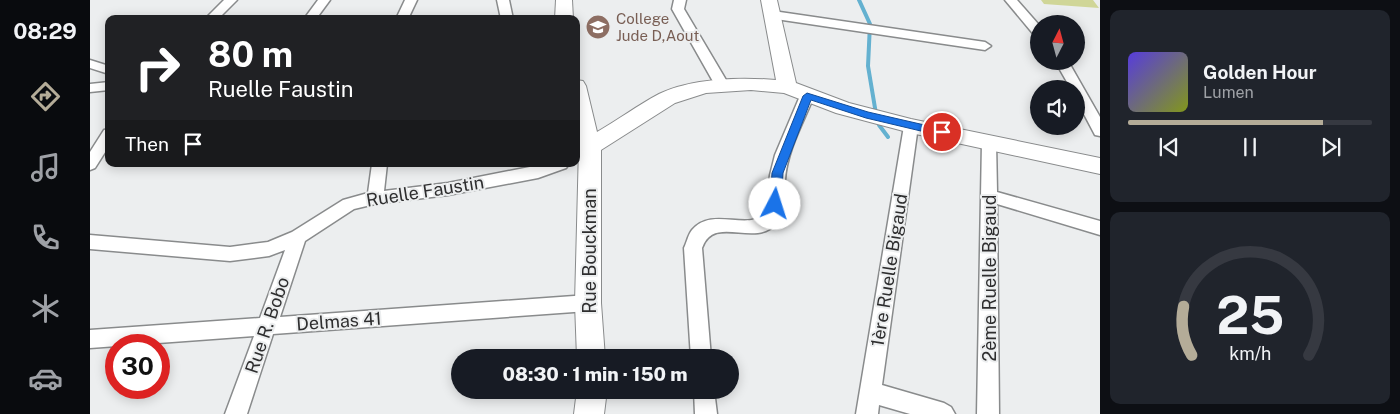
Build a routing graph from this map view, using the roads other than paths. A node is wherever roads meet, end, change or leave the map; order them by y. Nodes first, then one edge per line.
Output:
1 (231, 0) edge
2 (324, 0) edge
3 (411, 0) edge
4 (503, 0) edge
5 (564, 0) edge
6 (680, 0) edge
7 (1011, 0) edge
8 (771, 8) edge
9 (215, 15) edge
10 (313, 15) edge
11 (404, 15) edge
12 (506, 15) edge
13 (564, 15) edge
14 (1030, 22) edge
15 (985, 46) dead end
16 (90, 64) edge
17 (105, 69) edge
18 (1066, 70) edge
19 (722, 85) junction
20 (105, 86) edge
21 (787, 87) junction
22 (90, 88) edge
23 (807, 96) junction
24 (580, 123) edge
25 (911, 126) junction
26 (1100, 131) edge
27 (105, 140) edge
28 (990, 142) junction
29 (583, 151) edge
30 (90, 164) edge
31 (1100, 166) edge
32 (379, 167) edge
33 (537, 168) edge
34 (990, 196) junction
35 (375, 198) junction
36 (1100, 228) edge
37 (298, 237) junction
38 (90, 242) edge
39 (588, 303) junction
40 (266, 326) junction
41 (90, 339) edge
42 (590, 349) edge
43 (700, 349) edge
44 (871, 392) junction
45 (591, 399) edge
46 (705, 399) edge
47 (236, 414) edge
48 (589, 414) edge
49 (706, 414) edge
50 (868, 414) edge
51 (944, 414) edge
52 (988, 414) edge

1 - 9 street
2 - 10 street
3 - 11 street
4 - 12 street
5 - 13 street
6 - 19 street
7 - 14 street
8 - 15 street
8 - 21 street
16 - 17 street
18 - 26 street
19 - 21 street
19 - 29 street
20 - 22 street
21 - 23 street
23 - 25 street
23 - 43 street
24 - 29 street, Rue Bouckman
25 - 28 street
25 - 44 street, 1ère Ruelle Bigaud
27 - 30 street
28 - 31 street
28 - 34 street, 2ème Ruelle Bigaud
29 - 39 street, Rue Bouckman
32 - 35 street
33 - 35 street, Ruelle Faustin
34 - 36 street
34 - 52 street, 2ème Ruelle Bigaud
35 - 37 street, Ruelle Faustin
37 - 38 street, Ruelle Faustin
37 - 40 street, Rue R. Bobo
39 - 40 street, Delmas 41
39 - 42 street, Rue Bouckman
40 - 41 street, Delmas 41
40 - 47 street, Rue R. Bobo
44 - 50 street, 1ère Ruelle Bigaud
44 - 51 street
45 - 48 street
46 - 49 street

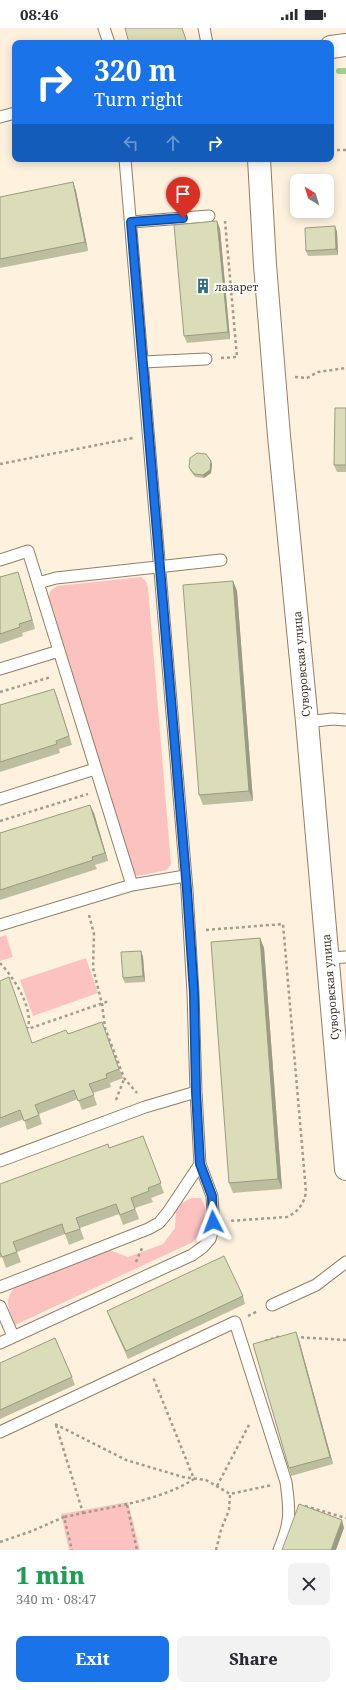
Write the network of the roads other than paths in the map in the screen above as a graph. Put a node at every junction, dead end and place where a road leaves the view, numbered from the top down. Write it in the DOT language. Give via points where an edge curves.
graph roads {
  1 [pos="104,28"];
  2 [pos="204,28"];
  3 [pos="107,40"];
  4 [pos="206,40"];
  5 [pos="346,45"];
  6 [pos="334,47"];
  7 [pos="12,114"];
  8 [pos="0,117"];
  9 [pos="125,162"];
  10 [pos="259,162"];
  11 [pos="209,216"];
  12 [pos="131,222"];
  13 [pos="206,359"];
  14 [pos="143,362"];
  15 [pos="0,560"];
  16 [pos="222,560"];
  17 [pos="160,566"];
  18 [pos="38,583"];
  19 [pos="59,652"];
  20 [pos="0,670"];
  21 [pos="346,720"];
  22 [pos="307,722"];
  23 [pos="95,769"];
  24 [pos="0,799"];
  25 [pos="185,876"];
  26 [pos="132,885"];
  27 [pos="0,925"];
  28 [pos="337,957"];
  29 [pos="196,1092"];
  30 [pos="0,1161"];
  31 [pos="200,1164"];
  32 [pos="346,1169"];
  33 [pos="346,1262"];
  34 [pos="0,1287"];
  35 [pos="272,1305"];
  36 [pos="0,1306"];
  37 [pos="14,1336"];
  38 [pos="0,1343"];
  39 [pos="0,1432"];
  40 [pos="280,1550"];
  1 -- 3 [label="lane"];
  2 -- 4 [label="lane"];
  5 -- 6 [label="street"];
  7 -- 8 [label="lane"];
  9 -- 12 [label="lane"];
  10 -- 22 [label="street, Суворовская улица" via="274,378"];
  11 -- 12 [label="lane"];
  12 -- 14 [label="lane"];
  13 -- 14 [label="lane"];
  14 -- 17 [label="lane"];
  15 -- 18 [label="lane" via="28,552"];
  16 -- 17 [label="lane"];
  17 -- 18 [label="lane" via="56,578"];
  17 -- 25 [label="lane"];
  18 -- 19 [label="lane"];
  19 -- 20 [label="lane"];
  19 -- 23 [label="lane"];
  21 -- 22 [label="lane"];
  22 -- 28 [label="street, Суворовская улица"];
  23 -- 24 [label="lane"];
  23 -- 26 [label="lane"];
  25 -- 26 [label="lane"];
  25 -- 29 [label="lane" via="194,993"];
  26 -- 27 [label="lane"];
  28 -- 32 [label="street, Суворовская улица"];
  29 -- 30 [label="lane" via="145,1107"];
  29 -- 31 [label="lane"];
  31 -- 34 [label="lane" via="159,1223"];
  31 -- 37 [label="lane" via="212,1196 213,1222 210,1239 203,1247"];
  33 -- 35 [label="lane" via="316,1285"];
  36 -- 37 [label="lane"];
  37 -- 38 [label="lane"];
  39 -- 40 [label="lane" via="236,1322 286,1482 289,1519"];
}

#### [TASK BRIEF]
What you return should match the records line for line, minus the pictures.

#### [EXERCISE RESPONSE]
Build a routing graph from this map view, using the roads other than paths. A node is wherever roads meet, end, change or leave the map; order them by y. Nodes first, then one edge per line.
Output:
1 (231, 0) edge
2 (324, 0) edge
3 (411, 0) edge
4 (503, 0) edge
5 (564, 0) edge
6 (680, 0) edge
7 (1011, 0) edge
8 (771, 8) edge
9 (215, 15) edge
10 (313, 15) edge
11 (404, 15) edge
12 (506, 15) edge
13 (564, 15) edge
14 (1030, 22) edge
15 (985, 46) dead end
16 (90, 64) edge
17 (105, 69) edge
18 (1066, 70) edge
19 (722, 85) junction
20 (105, 86) edge
21 (787, 87) junction
22 (90, 88) edge
23 (807, 96) junction
24 (580, 123) edge
25 (911, 126) junction
26 (1100, 131) edge
27 (105, 140) edge
28 (990, 142) junction
29 (583, 151) edge
30 (90, 164) edge
31 (1100, 166) edge
32 (379, 167) edge
33 (537, 168) edge
34 (990, 196) junction
35 (375, 198) junction
36 (1100, 228) edge
37 (298, 237) junction
38 (90, 242) edge
39 (588, 303) junction
40 (266, 326) junction
41 (90, 339) edge
42 (590, 349) edge
43 (700, 349) edge
44 (871, 392) junction
45 (591, 399) edge
46 (705, 399) edge
47 (236, 414) edge
48 (589, 414) edge
49 (706, 414) edge
50 (868, 414) edge
51 (944, 414) edge
52 (988, 414) edge

1 - 9 street
2 - 10 street
3 - 11 street
4 - 12 street
5 - 13 street
6 - 19 street
7 - 14 street
8 - 15 street
8 - 21 street
16 - 17 street
18 - 26 street
19 - 21 street
19 - 29 street
20 - 22 street
21 - 23 street
23 - 25 street
23 - 43 street
24 - 29 street, Rue Bouckman
25 - 28 street
25 - 44 street, 1ère Ruelle Bigaud
27 - 30 street
28 - 31 street
28 - 34 street, 2ème Ruelle Bigaud
29 - 39 street, Rue Bouckman
32 - 35 street
33 - 35 street, Ruelle Faustin
34 - 36 street
34 - 52 street, 2ème Ruelle Bigaud
35 - 37 street, Ruelle Faustin
37 - 38 street, Ruelle Faustin
37 - 40 street, Rue R. Bobo
39 - 40 street, Delmas 41
39 - 42 street, Rue Bouckman
40 - 41 street, Delmas 41
40 - 47 street, Rue R. Bobo
44 - 50 street, 1ère Ruelle Bigaud
44 - 51 street
45 - 48 street
46 - 49 street

Write the network of the roads other than paths in the map in the screen above as a graph. Put a node at every junction, dead end and place where a road leaves the view, numbered from the top down. Write it in the DOT language. Give via points where an edge curves.
graph roads {
  1 [pos="104,28"];
  2 [pos="204,28"];
  3 [pos="107,40"];
  4 [pos="206,40"];
  5 [pos="346,45"];
  6 [pos="334,47"];
  7 [pos="12,114"];
  8 [pos="0,117"];
  9 [pos="125,162"];
  10 [pos="259,162"];
  11 [pos="209,216"];
  12 [pos="131,222"];
  13 [pos="206,359"];
  14 [pos="143,362"];
  15 [pos="0,560"];
  16 [pos="222,560"];
  17 [pos="160,566"];
  18 [pos="38,583"];
  19 [pos="59,652"];
  20 [pos="0,670"];
  21 [pos="346,720"];
  22 [pos="307,722"];
  23 [pos="95,769"];
  24 [pos="0,799"];
  25 [pos="185,876"];
  26 [pos="132,885"];
  27 [pos="0,925"];
  28 [pos="337,957"];
  29 [pos="196,1092"];
  30 [pos="0,1161"];
  31 [pos="200,1164"];
  32 [pos="346,1169"];
  33 [pos="346,1262"];
  34 [pos="0,1287"];
  35 [pos="272,1305"];
  36 [pos="0,1306"];
  37 [pos="14,1336"];
  38 [pos="0,1343"];
  39 [pos="0,1432"];
  40 [pos="280,1550"];
  1 -- 3 [label="lane"];
  2 -- 4 [label="lane"];
  5 -- 6 [label="street"];
  7 -- 8 [label="lane"];
  9 -- 12 [label="lane"];
  10 -- 22 [label="street, Суворовская улица" via="274,378"];
  11 -- 12 [label="lane"];
  12 -- 14 [label="lane"];
  13 -- 14 [label="lane"];
  14 -- 17 [label="lane"];
  15 -- 18 [label="lane" via="28,552"];
  16 -- 17 [label="lane"];
  17 -- 18 [label="lane" via="56,578"];
  17 -- 25 [label="lane"];
  18 -- 19 [label="lane"];
  19 -- 20 [label="lane"];
  19 -- 23 [label="lane"];
  21 -- 22 [label="lane"];
  22 -- 28 [label="street, Суворовская улица"];
  23 -- 24 [label="lane"];
  23 -- 26 [label="lane"];
  25 -- 26 [label="lane"];
  25 -- 29 [label="lane" via="194,993"];
  26 -- 27 [label="lane"];
  28 -- 32 [label="street, Суворовская улица"];
  29 -- 30 [label="lane" via="145,1107"];
  29 -- 31 [label="lane"];
  31 -- 34 [label="lane" via="159,1223"];
  31 -- 37 [label="lane" via="212,1196 213,1222 210,1239 203,1247"];
  33 -- 35 [label="lane" via="316,1285"];
  36 -- 37 [label="lane"];
  37 -- 38 [label="lane"];
  39 -- 40 [label="lane" via="236,1322 286,1482 289,1519"];
}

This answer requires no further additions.